La revolucion de las diez lunas

Saturday,24 January 2009

Bob Levinson I’m still praying for your safe return home

Filed under: Bob Levinson,Iran,Life,Missing people — Marta @ 20:05

Please take a moment to read this article, if you have any idea how we can help this family it would be eternally appreciated.  This is  dearest friend’s father and his disappearance and lack of information on his wherabouts have been extremley painful for them.  If you would like to know more about him please visit his page

Dan Levinson, Robert Levinson’s oldest son, wrote an opinion piece that has been published by The Miami Herald today, Saturday, January, 24, 2009.  The text follows below:

On Inauguration Day, 28 years ago, 53 American diplomats were released only minutes after President Ronald Reagan was sworn into office, ending a horrific nightmare for not only those involved in the Iranian hostage crisis, but also the millions of Americans who followed their plight.
My family is hoping for a similar end to our own nightmare now that Barack Obama has become president.

My father, Robert ”Bob” Levinson, went missing in Iran on March 9, 2007, while investigating cigarette smuggling for his security consulting firm. It has been almost two years since anyone has seen or heard from him. My mother, six siblings and I continue to suffer as we hear less and less from the Iranian government about his case.

Earlier this month, during Secretary of State Hillary Clinton’s confirmation hearings, both she and Florida Sen. Bill Nelson agreed that if the Iranian government is, as Nelson believes, holding my father, then it has a great opportunity to send a gesture of compassion and goodwill by releasing him this month and reuniting him with his family.

While we have never accused the Iranian government of any involvement in my father’s disappearance, we do, however, ask it for clarification concerning an April 2007 report by PressTV, the Iranian government-sanctioned media outlet, stating that my dad had been ”in the hands of Iranian Security forces since the early hours of March 9” and that we should ”see him freed in a matter of days.” The last man known to have seen my father made a similar claim.

During an interview with NBC Nightly News last August, Iranian President Mahmoud Ahmadinejad was very knowledgeable about my father’s case, and even offered to assist the FBI in its efforts to find him. He also discussed the trip my mother and I took to Iran in December 2007 to search for my father. Unfortunately, we never received the report we were assured would come after that trip, only being told that the case was ”closed.” President Ahmadinejad could not find time to meet with my mother during his two visits to New York since my father disappeared, and we are still waiting to meet with Ambassador Mohammad Khazaee, the Iranian ambassador to the United Nations.

The U.S. State Department continues to work on our behalf and has sent a number of diplomatic notes to Iran via the Swiss, as recently as this past fall, but Iran has stopped responding. Last month, Nelson introduced a resolution on the Senate floor set to come to a vote soon. It urges Iranian officials to fulfill their promises of assistance to my family and to help the FBI in its investigation.
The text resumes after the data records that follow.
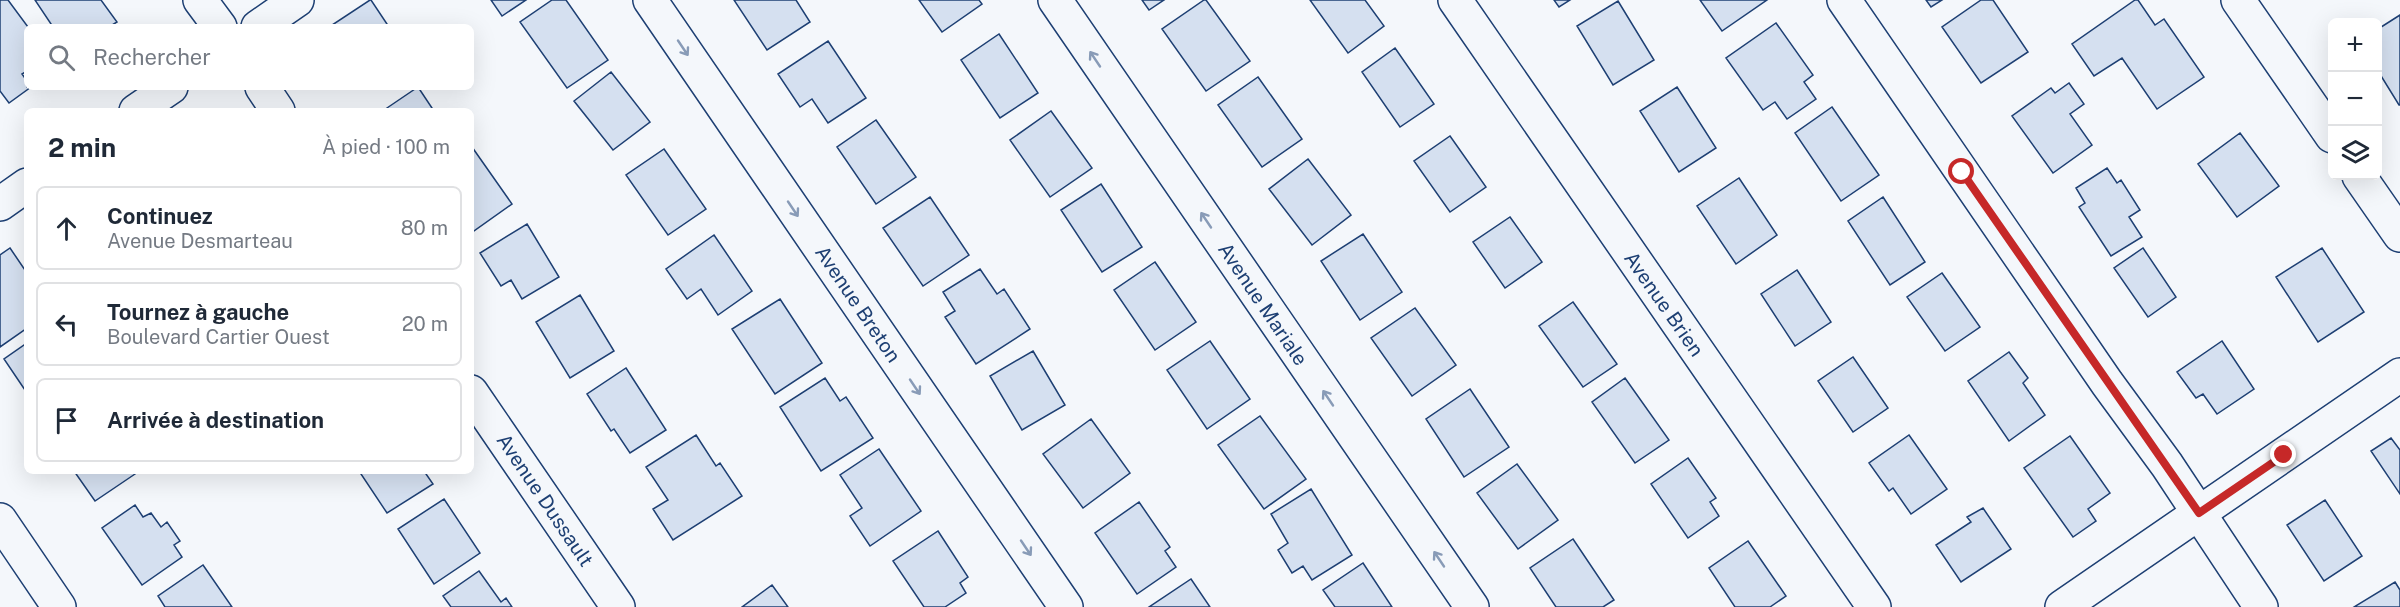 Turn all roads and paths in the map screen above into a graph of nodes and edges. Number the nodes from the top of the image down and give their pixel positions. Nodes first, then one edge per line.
1 (201, 0) edge
2 (297, 0) edge
3 (650, 0) edge
4 (1055, 0) edge
5 (1455, 0) edge
6 (1844, 0) edge
7 (2238, 0) edge
8 (218, 24) edge
9 (262, 24) edge
10 (167, 90) edge
11 (264, 90) edge
12 (140, 108) edge
13 (276, 108) edge
14 (2328, 130) edge
15 (2362, 180) edge
16 (24, 187) edge
17 (0, 204) edge
18 (2400, 235) edge
19 (2400, 375) edge
20 (474, 396) edge
21 (2199, 513) junction
22 (0, 520) edge
23 (59, 607) edge
24 (618, 607) edge
25 (1066, 607) edge
26 (1472, 607) edge
27 (1874, 607) edge
28 (2061, 607) edge
29 (2261, 607) edge

1 - 8 street
2 - 9 street
3 -> 25 street, Avenue Breton
26 -> 4 street, Avenue Mariale
5 - 27 street, Avenue Brien
6 - 21 street
7 - 14 street
10 - 12 street
11 - 13 street
15 - 18 street
16 - 17 street
19 - 21 street
20 - 24 street, Avenue Dussault
21 - 28 street
21 - 29 street
22 - 23 street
The resolution also urges the U.S. government and its allies to continue efforts to press Iran on my father’s case.

We hope that Obama will be able to work with Iran to bring my father home. As Iran is at the top of his foreign policy agenda, and given his assertion that it is the president’s responsibility to protect American citizens around the world, we ask that both he and Secretary Clinton include my father in any possible diplomatic negotiations with Iran. My family, as ordinary American citizens, can only do so much on our own.

In December, my sister gave birth to my father’s second grandchild, a beautiful baby girl named Grace. We can only hope that this happy news might find him, and he can celebrate, wherever he is. What we are more hopeful for, however, is that he will celebrate with us, in person, someday very soon.
For almost two years my family has suffered, enduring the constant pain that silence brings. We recently gathered for our second Christmas together without my father, still praying for that one ”Christmas miracle” of his return, which sadly did not come. Two years is too long a time to go without seeing or speaking to someone you love more than anything.
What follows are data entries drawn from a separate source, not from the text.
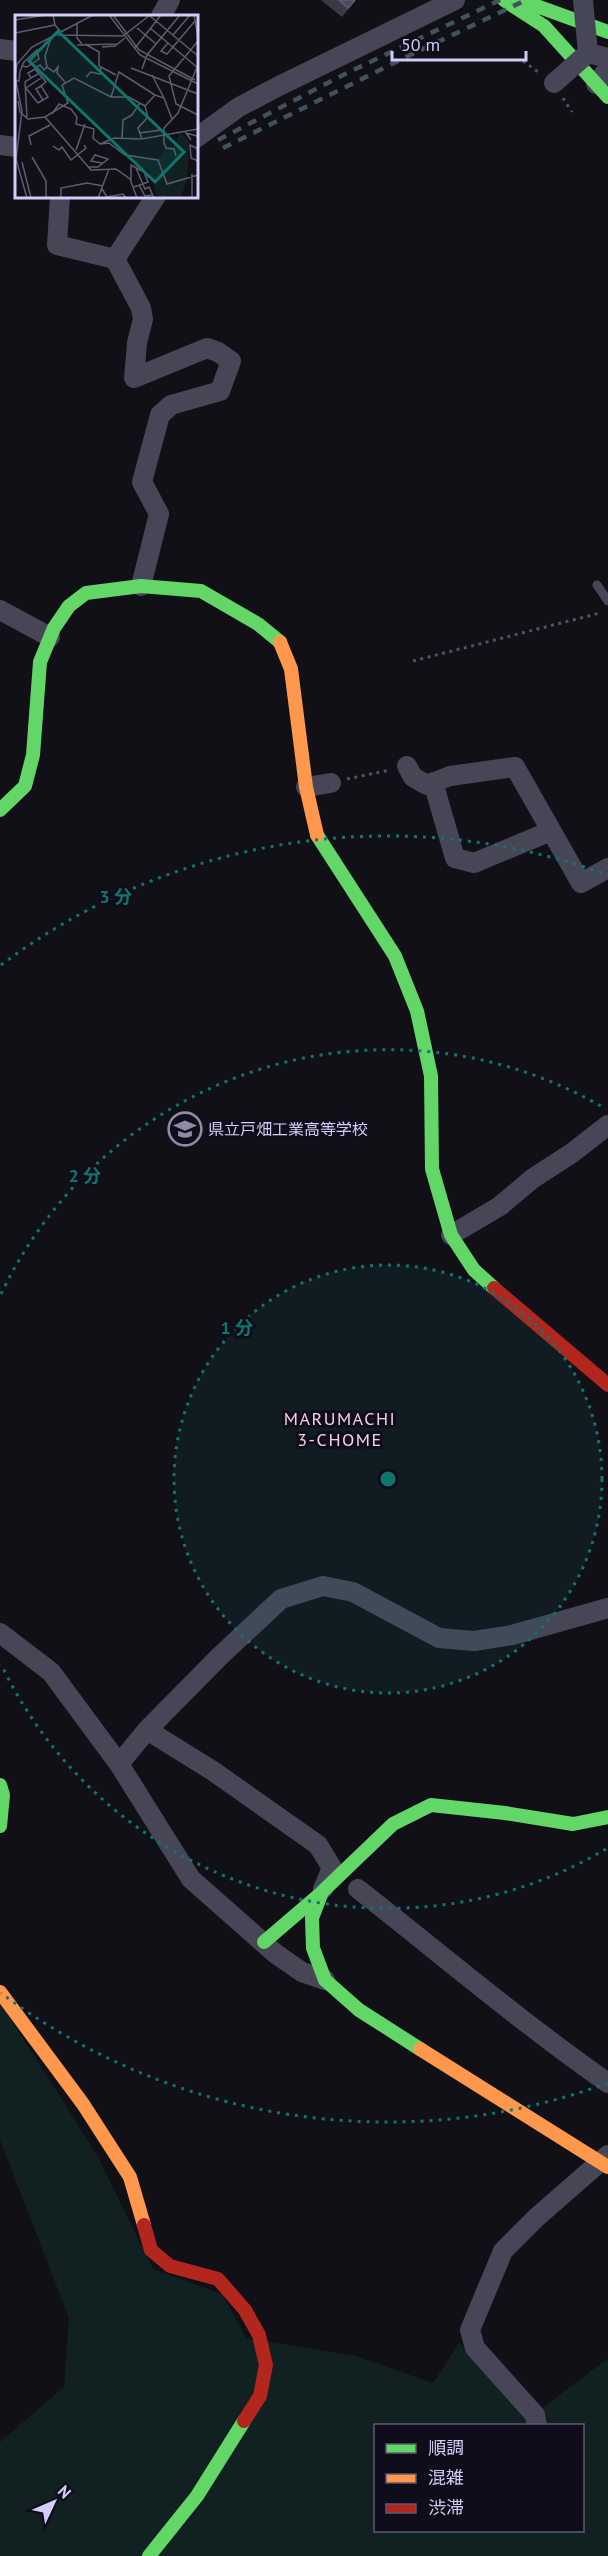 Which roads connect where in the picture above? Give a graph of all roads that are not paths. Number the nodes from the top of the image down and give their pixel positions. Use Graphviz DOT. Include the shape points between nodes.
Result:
graph roads {
  1 [pos="170,0"];
  2 [pos="455,0"];
  3 [pos="504,0"];
  4 [pos="520,0"];
  5 [pos="575,0"];
  6 [pos="590,4"];
  7 [pos="162,15"];
  8 [pos="608,32"];
  9 [pos="0,49"];
  10 [pos="15,51"];
  11 [pos="588,53"];
  12 [pos="608,58"];
  13 [pos="604,83"];
  14 [pos="554,84"];
  15 [pos="198,137"];
  16 [pos="0,145"];
  17 [pos="15,147"];
  18 [pos="60,198"];
  19 [pos="155,198"];
  20 [pos="115,259"];
  21 [pos="597,585"];
  22 [pos="141,586"];
  23 [pos="608,601"];
  24 [pos="0,610"];
  25 [pos="50,637"];
  26 [pos="407,766"];
  27 [pos="433,782"];
  28 [pos="331,783"];
  29 [pos="306,787"];
  30 [pos="0,810"];
  31 [pos="551,831"];
  32 [pos="608,868"];
  33 [pos="608,1125"];
  34 [pos="451,1235"];
  35 [pos="608,1384"];
  36 [pos="608,1608"];
  37 [pos="0,1633"];
  38 [pos="147,1730"];
  39 [pos="119,1764"];
  40 [pos="0,1785"];
  41 [pos="608,1817"];
  42 [pos="0,1826"];
  43 [pos="358,1889"];
  44 [pos="322,1892"];
  45 [pos="264,1942"];
  46 [pos="325,1980"];
  47 [pos="0,1992"];
  48 [pos="608,2083"];
  49 [pos="605,2161"];
  50 [pos="537,2424"];
  51 [pos="149,2556"];
  1 -- 7 [label="street"];
  2 -- 15 [label="street" via="239,107"];
  3 -- 13 [label="street" via="544,26"];
  4 -- 8 [label="street"];
  5 -- 6 [label="street"];
  6 -- 11 [label="street, bridge"];
  9 -- 10 [label="street"];
  11 -- 12 [label="street, bridge"];
  11 -- 14 [label="street, bridge"];
  16 -- 17 [label="street"];
  18 -- 20 [label="street" via="57,245"];
  19 -- 20 [label="street"];
  20 -- 22 [label="street" via="143,319 134,378 207,348 231,361 220,391 171,405 160,415 142,482 159,514"];
  21 -- 23 [label="lane"];
  22 -- 25 [label="street" via="86,592 69,606"];
  22 -- 29 [label="street" via="201,591 258,624 282,644 291,669"];
  24 -- 25 [label="street"];
  25 -- 30 [label="street" via="40,662 33,755 25,786"];
  26 -- 27 [label="street" via="413,777 427,784"];
  27 -- 31 [label="street" via="515,767"];
  27 -- 31 [label="street" via="455,858 474,862"];
  28 -- 29 [label="street"];
  29 -- 34 [label="street" via="315,831 395,956 417,1011 431,1076 432,1169"];
  31 -- 32 [label="street" via="581,883"];
  33 -- 34 [label="street" via="500,1206"];
  34 -- 35 [label="street" via="474,1270"];
  36 -- 38 [label="street" via="512,1635 474,1641 439,1638 353,1592 323,1586 281,1599"];
  37 -- 39 [label="street" via="51,1672"];
  38 -- 39 [label="street"];
  38 -- 44 [label="street" via="318,1845 332,1868"];
  39 -- 45 [label="street" via="191,1879"];
  40 -- 42 [label="street"];
  41 -- 44 [label="street" via="573,1824 431,1805 393,1824"];
  43 -- 48 [label="street" via="501,2000 538,2034"];
  44 -- 45 [label="street"];
  44 -- 46 [label="street" via="312,1918 313,1948"];
  45 -- 46 [label="street" via="302,1972"];
  46 -- 49 [label="street" via="359,2010"];
  47 -- 51 [label="street" via="130,2177 151,2250 170,2266 218,2279 245,2310 259,2336 266,2365 260,2396 197,2496"];
  49 -- 50 [label="street" via="503,2251 470,2330 475,2349 535,2415"];
}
A lot has been said about ”hope” by Obama. For the past 22 months, my family has never given up our hope that my father will return home safely. The safe return of my father would serve as a powerful representation of our country’s hopes: the hope of improved international relations, the hope of beginning an open dialogue with Iran, and the hope of a storybook ending for a family that, after 683 days, only wishes to be made whole once again.